While I'm at it, another pet peeve. Repeat after me: "The Great Firewall does not equal the Golden Shield Project. The Great Firewall is only a subset of the Golden Shield."
The filtering system we call the Great Firewall is only a very small part of the official Golden Shield Project (pdf), the official goverment name for a a national initiative spanning digital surveillance, better communications and data sharing among law enforcement and security agencies, data mining, general use of ICT to improve Chinese law enforcement and national security - as broadly defined by all the relevant departments, ministries, etc. Censorship is one small part of the digital efforts to protect "national security" from the perspective of those in charge.
But that's for another long rant some other time, I digress. Since my WSJ op-ed was limited to 600 words and could not contain my usual blog links, screenshots, quotations, and so forth, I thought I'd share a few more details here that relate to the examples of censorship I gave in the article.
In the piece I described the results of some tests I conducted this week as part of my research project looking at how Chinese blog-hosting companies censor their users' content.
Over the past week I've been posting a variety of Olympics-related content onto accounts set up on 16 different Chinese blog-hosting platforms to see what content gets censored, by which platforms, and how. A small band of badly-paid masochists and I have been doing these kinds of tests on and off since the beginning of the year - once we've got enough results to draw conclusions, I'll do some follow-on research then write up my findings for an academic paper. So far, I'm finding censorship on blog-hosting services to be common and wide-ranging and there is huge variation on who censors what. Many services over-compensate to stay out of trouble, which combined with inexact automated censorship systems, results in frequent censorship of things you can find on Xinhua.
In the article, I cite two tests, one on Sina and another on the Baidu blogging system.
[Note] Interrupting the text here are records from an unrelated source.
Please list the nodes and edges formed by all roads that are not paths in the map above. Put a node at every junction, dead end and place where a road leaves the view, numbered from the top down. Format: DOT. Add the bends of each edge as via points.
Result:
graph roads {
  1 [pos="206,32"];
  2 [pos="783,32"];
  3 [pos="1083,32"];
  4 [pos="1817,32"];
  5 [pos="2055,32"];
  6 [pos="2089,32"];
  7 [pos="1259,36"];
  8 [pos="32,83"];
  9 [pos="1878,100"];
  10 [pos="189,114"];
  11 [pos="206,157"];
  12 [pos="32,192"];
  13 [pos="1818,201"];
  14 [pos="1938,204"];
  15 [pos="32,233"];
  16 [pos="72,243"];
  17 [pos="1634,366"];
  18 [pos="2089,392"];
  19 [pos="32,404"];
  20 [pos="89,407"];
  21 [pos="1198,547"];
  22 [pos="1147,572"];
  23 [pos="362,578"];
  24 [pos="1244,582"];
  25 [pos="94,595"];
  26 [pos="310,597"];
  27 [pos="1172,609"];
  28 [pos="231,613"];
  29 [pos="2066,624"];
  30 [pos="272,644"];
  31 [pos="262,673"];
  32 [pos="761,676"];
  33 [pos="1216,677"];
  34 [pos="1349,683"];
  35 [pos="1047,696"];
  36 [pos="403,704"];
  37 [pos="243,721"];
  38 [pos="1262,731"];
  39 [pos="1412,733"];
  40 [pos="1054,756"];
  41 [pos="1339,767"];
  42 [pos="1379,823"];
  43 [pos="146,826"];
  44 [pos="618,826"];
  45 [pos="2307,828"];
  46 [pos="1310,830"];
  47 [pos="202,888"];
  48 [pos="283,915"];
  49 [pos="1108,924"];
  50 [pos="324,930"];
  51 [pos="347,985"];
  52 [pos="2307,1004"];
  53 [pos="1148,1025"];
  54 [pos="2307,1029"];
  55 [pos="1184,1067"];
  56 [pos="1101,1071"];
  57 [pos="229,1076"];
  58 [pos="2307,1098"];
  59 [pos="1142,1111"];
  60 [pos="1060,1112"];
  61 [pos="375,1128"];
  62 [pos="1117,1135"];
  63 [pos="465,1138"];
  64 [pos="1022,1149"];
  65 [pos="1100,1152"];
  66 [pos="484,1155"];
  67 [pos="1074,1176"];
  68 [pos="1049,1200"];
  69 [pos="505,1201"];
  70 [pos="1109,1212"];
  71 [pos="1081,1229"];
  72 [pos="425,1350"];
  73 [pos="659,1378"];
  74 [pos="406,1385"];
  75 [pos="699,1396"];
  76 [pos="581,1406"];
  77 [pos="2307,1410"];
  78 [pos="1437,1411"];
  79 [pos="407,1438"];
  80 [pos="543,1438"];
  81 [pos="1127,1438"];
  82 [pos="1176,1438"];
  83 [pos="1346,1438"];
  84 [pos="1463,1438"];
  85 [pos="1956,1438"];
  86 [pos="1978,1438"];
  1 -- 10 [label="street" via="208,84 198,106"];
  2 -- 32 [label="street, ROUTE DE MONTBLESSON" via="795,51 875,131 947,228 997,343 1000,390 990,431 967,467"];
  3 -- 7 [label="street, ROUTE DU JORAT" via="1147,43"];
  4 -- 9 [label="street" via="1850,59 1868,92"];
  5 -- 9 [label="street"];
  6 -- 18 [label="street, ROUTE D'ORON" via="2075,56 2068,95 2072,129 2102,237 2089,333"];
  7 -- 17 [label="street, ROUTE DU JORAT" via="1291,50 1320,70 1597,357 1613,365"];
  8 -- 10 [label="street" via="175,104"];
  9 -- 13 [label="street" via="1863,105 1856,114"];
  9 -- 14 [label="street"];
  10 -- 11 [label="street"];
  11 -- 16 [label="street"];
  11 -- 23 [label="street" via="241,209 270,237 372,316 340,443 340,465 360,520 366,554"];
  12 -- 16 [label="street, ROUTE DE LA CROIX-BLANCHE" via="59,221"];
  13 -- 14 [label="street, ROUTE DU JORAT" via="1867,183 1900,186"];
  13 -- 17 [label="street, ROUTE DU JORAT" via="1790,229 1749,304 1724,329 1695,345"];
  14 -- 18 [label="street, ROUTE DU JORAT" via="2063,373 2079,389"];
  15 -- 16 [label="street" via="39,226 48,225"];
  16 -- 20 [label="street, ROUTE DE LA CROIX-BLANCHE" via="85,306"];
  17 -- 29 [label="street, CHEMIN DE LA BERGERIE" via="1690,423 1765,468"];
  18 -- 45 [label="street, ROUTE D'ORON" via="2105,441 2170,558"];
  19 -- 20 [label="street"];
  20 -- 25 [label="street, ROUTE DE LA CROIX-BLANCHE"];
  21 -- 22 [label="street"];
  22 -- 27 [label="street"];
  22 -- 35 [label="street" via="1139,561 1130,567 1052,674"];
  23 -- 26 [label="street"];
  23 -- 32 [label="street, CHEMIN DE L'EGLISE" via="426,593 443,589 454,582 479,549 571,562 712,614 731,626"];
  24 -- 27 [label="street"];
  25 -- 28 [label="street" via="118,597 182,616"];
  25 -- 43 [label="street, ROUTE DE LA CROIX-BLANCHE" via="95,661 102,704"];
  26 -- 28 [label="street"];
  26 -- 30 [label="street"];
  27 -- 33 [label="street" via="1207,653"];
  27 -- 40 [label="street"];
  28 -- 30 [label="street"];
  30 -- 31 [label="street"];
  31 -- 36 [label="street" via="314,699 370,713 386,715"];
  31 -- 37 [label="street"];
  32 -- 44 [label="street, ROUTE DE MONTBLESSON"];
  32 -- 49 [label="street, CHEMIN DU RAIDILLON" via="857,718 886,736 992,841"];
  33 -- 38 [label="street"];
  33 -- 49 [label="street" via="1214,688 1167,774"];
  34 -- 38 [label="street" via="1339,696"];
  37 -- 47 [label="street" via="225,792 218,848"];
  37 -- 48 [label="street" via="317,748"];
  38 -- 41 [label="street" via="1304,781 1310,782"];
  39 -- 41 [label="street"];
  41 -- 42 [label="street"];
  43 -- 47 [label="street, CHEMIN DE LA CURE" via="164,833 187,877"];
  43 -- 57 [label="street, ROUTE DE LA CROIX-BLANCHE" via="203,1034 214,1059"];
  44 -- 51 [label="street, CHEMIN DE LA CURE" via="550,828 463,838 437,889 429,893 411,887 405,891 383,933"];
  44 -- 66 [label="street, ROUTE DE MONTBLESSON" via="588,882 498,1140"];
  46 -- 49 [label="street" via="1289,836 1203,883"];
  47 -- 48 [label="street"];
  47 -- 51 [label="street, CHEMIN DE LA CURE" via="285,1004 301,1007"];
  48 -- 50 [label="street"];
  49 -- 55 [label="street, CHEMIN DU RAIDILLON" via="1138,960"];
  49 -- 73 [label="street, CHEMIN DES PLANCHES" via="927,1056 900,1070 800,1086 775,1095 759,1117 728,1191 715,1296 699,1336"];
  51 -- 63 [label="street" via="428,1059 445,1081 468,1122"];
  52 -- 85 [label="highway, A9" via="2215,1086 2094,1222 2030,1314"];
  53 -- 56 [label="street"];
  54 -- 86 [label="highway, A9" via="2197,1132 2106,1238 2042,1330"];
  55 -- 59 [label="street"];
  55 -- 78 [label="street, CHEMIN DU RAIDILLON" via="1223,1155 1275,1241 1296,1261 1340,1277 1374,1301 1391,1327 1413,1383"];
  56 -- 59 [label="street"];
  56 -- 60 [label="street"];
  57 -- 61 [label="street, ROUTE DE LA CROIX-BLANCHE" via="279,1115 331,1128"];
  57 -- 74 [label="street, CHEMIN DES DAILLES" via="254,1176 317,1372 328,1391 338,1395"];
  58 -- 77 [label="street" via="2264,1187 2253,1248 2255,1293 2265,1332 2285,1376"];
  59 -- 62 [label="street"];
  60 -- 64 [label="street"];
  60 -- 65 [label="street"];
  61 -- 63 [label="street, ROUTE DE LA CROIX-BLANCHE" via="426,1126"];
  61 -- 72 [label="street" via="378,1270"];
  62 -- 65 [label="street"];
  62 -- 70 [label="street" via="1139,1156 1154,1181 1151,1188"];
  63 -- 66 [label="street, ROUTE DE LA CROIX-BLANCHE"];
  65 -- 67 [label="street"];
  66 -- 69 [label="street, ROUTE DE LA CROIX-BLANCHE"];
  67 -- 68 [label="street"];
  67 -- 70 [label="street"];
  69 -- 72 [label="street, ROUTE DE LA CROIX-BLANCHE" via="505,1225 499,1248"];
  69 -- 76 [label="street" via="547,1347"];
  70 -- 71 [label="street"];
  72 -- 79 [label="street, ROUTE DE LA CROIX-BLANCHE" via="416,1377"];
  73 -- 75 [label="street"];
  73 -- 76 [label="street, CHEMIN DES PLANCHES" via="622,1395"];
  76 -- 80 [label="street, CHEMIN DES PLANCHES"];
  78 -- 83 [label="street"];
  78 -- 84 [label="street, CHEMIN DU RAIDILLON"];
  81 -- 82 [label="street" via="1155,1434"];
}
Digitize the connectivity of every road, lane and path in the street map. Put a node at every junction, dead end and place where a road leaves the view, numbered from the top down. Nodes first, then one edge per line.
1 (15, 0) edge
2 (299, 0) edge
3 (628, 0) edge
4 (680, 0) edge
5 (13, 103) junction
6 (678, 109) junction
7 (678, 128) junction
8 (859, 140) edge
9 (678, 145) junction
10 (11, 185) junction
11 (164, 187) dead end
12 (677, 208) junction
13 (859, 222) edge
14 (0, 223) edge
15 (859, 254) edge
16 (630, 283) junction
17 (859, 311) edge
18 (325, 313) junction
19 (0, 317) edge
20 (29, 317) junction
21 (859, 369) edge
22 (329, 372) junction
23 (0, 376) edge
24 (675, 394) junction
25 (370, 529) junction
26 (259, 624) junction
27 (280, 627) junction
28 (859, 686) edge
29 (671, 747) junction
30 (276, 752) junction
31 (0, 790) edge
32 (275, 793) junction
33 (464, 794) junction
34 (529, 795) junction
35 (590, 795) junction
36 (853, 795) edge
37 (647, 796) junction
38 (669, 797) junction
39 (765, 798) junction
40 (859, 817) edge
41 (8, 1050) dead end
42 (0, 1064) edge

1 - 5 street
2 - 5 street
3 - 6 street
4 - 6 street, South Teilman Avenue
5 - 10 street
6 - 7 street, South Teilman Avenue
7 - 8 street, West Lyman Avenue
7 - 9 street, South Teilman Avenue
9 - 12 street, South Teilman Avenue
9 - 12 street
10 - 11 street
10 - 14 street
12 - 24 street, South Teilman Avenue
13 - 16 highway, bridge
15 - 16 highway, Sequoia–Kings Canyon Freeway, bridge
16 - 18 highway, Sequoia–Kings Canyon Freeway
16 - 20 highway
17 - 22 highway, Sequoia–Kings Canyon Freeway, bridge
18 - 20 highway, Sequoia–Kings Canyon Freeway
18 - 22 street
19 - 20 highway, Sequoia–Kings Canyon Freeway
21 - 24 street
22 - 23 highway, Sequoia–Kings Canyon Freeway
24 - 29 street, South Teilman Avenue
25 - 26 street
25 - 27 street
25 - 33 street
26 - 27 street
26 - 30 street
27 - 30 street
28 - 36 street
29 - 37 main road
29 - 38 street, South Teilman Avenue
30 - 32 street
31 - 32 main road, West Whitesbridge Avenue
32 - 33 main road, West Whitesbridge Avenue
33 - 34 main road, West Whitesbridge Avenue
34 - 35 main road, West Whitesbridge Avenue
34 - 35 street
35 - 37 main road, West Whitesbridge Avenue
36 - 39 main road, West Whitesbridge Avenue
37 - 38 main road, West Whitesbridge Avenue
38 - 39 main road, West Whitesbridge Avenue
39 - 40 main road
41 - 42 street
Here's the text I posted, taken from the BBC Chinese website (which is not currently blocked by the Great Firewall at least in some parts of China) about the knife attack against two Americans and their Chinese guide in Beijing over the weekend, and which was almost entirely based on Chinese state media reports:
鼓楼杀美游客事件“属个人行为”
据中国媒体报道,中国浙江警方经调查后认定,8月9日在北京鼓楼持刀杀害美国游客并跳楼自杀的凶手唐永明因对生活失去信心而迁怒社会,属个人极端行为。警 方说,唐永明没有犯罪前科,出事前也未发现有任何异常。47岁的唐永明经历过两次婚姻和几次恋爱失败,之后变得性格孤僻,脾气暴躁。警方说,唐永明原为杭 州某企业职工,后买断工龄辞职,并两次拒绝政府所安排的就业机会。据中国媒体报道,唐永明溺爱他21岁的儿子,对其寄予厚望,甚至卖掉自己的房产,将房款 20余万全部交给儿子。
You'd think that something like this wouldn't be censored given that the GFW isn't blocking it, and it's not saying anything beyond what you can find around the Chinese web from news websites. But you'd be wrong.
Sina and Baidu were playing their censorship system so conservative that Sina took down my post after a few hours and Baidu wouldn't even let me publish it. Here's the error message at the url where my Sina post had briefly resided (click image for full error message page):

It says "Sorry, the blog address you visited doesn't exist."
And here's what happened on Baidu, when I pressed "publish:"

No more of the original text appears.